Work to be completed:
Your answer must be every line of the data that contains "Crescent".

[[ Provided data open ]]

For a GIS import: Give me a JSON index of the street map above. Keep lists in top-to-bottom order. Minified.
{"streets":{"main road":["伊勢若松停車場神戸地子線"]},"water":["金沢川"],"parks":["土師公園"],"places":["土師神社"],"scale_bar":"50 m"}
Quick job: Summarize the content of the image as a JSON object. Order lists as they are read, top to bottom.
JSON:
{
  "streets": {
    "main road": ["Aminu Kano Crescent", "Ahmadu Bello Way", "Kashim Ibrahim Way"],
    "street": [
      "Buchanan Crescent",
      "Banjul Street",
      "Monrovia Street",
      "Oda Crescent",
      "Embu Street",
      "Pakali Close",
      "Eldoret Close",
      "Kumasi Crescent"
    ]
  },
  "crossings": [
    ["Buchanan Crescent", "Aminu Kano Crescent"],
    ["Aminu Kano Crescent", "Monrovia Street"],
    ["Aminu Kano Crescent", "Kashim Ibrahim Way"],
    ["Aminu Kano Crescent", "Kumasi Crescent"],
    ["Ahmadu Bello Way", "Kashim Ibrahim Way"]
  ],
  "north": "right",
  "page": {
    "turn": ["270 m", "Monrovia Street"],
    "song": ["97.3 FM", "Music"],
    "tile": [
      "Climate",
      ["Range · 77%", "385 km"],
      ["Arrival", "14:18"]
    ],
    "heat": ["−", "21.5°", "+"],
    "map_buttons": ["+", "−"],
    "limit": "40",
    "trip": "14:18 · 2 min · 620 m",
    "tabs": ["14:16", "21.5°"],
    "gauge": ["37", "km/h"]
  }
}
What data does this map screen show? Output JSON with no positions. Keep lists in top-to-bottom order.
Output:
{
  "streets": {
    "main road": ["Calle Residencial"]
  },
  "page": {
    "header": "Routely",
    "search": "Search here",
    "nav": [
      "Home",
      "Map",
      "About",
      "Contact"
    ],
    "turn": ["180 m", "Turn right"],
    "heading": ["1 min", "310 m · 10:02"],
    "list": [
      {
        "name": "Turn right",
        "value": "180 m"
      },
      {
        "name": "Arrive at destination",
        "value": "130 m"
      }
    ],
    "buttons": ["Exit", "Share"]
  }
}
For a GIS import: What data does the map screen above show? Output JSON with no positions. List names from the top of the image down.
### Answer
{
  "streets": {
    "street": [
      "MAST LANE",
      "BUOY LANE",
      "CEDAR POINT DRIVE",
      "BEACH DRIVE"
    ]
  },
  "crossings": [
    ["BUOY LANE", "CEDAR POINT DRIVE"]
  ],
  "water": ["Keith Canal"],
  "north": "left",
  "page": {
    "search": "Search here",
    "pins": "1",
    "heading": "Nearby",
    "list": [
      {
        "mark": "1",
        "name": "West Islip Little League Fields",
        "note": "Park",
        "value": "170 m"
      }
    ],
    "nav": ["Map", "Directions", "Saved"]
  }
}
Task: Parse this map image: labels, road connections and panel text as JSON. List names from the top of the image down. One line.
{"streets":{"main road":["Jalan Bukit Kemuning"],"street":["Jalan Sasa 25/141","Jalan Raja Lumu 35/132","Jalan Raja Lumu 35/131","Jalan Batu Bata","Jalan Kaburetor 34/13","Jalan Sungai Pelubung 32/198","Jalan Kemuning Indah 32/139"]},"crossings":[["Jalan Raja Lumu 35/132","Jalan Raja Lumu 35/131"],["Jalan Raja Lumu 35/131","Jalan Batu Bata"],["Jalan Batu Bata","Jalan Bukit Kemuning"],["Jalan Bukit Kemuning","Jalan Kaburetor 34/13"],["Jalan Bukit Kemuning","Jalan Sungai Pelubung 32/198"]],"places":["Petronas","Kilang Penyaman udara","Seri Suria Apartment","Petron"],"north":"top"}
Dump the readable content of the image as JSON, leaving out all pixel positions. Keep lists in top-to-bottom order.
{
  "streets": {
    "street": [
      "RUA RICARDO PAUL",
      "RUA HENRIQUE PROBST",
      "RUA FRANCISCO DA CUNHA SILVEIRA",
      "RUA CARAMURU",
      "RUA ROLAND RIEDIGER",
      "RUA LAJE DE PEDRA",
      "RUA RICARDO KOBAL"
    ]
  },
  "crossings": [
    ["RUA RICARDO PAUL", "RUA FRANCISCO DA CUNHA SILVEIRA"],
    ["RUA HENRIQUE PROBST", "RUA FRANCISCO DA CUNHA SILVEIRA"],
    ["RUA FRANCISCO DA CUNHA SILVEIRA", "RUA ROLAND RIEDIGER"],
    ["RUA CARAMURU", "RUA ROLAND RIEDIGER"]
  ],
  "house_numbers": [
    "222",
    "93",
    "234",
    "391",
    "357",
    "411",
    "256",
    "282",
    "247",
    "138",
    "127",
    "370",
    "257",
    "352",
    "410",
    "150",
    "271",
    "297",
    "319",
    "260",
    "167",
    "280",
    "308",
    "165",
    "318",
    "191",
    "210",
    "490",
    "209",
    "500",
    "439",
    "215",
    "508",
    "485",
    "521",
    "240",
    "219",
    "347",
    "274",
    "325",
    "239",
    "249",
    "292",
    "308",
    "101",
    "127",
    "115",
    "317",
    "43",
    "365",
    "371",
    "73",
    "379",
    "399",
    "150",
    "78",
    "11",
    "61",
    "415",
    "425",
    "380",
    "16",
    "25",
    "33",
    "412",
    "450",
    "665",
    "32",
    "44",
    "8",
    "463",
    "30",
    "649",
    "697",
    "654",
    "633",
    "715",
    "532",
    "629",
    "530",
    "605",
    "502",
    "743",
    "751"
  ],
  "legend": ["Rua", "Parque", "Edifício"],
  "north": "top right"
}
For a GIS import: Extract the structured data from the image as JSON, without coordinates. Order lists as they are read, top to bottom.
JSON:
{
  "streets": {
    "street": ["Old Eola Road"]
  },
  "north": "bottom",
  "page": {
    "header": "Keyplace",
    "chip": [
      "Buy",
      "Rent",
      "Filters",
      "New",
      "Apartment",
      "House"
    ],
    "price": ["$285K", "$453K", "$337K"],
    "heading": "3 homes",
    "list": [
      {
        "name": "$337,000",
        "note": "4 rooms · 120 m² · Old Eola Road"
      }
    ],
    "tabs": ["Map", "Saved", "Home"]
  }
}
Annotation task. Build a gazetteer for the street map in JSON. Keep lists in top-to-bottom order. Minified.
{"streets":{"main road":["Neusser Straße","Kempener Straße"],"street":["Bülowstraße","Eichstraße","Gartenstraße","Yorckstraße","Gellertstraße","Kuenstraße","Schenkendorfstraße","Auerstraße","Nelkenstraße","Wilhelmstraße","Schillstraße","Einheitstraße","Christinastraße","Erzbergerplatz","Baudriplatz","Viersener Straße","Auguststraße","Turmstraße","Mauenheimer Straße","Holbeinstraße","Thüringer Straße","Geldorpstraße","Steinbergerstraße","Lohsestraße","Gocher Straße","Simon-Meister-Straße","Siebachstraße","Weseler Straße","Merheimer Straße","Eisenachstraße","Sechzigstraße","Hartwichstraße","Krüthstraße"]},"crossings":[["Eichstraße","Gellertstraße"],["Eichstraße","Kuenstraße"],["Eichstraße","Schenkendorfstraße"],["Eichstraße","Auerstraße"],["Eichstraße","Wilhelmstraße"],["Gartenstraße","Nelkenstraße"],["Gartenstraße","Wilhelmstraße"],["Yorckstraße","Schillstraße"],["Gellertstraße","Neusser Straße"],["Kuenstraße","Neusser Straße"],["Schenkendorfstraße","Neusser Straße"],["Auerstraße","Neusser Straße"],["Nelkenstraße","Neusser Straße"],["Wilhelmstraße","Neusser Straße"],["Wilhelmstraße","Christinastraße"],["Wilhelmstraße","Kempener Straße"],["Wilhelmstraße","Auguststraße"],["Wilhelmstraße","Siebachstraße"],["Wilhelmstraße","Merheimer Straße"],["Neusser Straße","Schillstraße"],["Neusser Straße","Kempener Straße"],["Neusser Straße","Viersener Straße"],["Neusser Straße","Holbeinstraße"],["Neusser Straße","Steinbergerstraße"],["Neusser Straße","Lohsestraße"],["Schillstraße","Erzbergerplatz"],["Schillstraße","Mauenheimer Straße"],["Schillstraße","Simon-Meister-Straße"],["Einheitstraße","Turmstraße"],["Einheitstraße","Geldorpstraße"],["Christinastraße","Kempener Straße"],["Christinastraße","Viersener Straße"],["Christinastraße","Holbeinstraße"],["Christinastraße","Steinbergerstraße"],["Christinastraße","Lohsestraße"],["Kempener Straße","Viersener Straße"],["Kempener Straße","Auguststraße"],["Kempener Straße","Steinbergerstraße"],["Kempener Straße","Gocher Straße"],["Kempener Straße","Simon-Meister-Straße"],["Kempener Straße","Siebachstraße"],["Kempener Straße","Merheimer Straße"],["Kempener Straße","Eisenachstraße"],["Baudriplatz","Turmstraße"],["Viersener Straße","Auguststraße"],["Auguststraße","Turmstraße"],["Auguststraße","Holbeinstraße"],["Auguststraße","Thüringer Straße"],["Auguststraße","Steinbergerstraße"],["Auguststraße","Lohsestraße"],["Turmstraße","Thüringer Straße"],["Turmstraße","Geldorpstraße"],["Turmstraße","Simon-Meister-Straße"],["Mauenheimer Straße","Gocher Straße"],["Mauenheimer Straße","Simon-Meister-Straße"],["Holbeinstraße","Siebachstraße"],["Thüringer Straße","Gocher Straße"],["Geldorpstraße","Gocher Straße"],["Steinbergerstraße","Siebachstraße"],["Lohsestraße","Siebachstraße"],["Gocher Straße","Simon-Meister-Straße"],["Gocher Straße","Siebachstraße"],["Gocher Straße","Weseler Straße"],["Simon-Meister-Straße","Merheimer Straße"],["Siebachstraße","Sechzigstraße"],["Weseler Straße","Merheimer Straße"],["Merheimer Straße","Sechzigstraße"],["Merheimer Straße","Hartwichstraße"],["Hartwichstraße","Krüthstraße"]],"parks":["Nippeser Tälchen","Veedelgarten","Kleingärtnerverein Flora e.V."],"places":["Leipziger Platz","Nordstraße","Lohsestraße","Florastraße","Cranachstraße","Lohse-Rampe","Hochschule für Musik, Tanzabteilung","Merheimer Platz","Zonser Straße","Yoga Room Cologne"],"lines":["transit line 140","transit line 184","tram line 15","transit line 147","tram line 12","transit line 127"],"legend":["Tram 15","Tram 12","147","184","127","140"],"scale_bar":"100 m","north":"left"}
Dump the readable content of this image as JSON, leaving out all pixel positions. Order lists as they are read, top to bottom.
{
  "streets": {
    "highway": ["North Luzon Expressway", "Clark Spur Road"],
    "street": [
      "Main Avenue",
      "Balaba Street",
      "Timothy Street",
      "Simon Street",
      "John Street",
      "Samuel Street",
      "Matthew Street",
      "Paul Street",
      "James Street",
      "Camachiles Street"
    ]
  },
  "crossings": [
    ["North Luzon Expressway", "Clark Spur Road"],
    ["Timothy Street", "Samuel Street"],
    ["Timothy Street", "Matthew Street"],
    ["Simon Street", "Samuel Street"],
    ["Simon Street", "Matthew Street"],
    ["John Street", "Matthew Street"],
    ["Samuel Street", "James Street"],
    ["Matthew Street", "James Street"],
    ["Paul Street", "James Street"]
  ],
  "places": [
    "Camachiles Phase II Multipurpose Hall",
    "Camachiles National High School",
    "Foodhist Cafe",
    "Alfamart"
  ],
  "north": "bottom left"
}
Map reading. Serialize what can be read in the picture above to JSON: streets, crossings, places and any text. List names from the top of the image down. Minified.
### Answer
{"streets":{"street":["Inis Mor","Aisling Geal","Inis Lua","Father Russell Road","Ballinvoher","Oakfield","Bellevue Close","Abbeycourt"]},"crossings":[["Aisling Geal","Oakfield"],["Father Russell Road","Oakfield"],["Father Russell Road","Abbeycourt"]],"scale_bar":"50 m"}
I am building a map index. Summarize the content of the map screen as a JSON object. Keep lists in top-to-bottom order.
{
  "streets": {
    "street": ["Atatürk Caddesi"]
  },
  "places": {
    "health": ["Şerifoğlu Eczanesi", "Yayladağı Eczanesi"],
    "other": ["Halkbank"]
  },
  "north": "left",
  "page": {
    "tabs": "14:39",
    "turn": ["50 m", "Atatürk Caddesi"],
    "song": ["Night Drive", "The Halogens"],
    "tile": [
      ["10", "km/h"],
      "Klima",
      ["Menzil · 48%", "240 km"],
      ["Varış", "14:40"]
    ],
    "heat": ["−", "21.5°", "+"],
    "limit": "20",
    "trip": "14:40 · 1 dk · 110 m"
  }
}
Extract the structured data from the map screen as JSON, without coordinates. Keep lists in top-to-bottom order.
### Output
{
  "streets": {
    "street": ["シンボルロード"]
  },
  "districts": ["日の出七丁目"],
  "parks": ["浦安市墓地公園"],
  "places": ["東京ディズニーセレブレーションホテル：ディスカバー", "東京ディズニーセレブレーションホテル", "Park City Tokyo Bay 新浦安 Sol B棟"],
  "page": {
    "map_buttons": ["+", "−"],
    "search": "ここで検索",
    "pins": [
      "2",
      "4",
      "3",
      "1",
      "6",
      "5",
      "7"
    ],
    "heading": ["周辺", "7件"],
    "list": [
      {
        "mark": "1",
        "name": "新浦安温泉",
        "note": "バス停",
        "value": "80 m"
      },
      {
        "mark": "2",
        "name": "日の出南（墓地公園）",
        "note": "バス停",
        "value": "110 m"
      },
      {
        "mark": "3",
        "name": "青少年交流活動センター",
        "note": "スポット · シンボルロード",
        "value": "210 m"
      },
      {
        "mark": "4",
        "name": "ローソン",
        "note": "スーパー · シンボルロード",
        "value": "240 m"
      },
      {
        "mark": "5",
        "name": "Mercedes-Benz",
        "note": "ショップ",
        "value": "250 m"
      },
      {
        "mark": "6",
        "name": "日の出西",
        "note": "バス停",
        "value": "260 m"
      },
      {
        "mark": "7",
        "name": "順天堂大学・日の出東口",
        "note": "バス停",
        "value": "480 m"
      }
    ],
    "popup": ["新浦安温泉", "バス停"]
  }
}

[[ Provided data closed ]]

Answer to this exercise:
    "main road": ["Aminu Kano Crescent", "Ahmadu Bello Way", "Kashim Ibrahim Way"],
      "Buchanan Crescent",
      "Oda Crescent",
      "Kumasi Crescent"
    ["Buchanan Crescent", "Aminu Kano Crescent"],
    ["Aminu Kano Crescent", "Monrovia Street"],
    ["Aminu Kano Crescent", "Kashim Ibrahim Way"],
    ["Aminu Kano Crescent", "Kumasi Crescent"],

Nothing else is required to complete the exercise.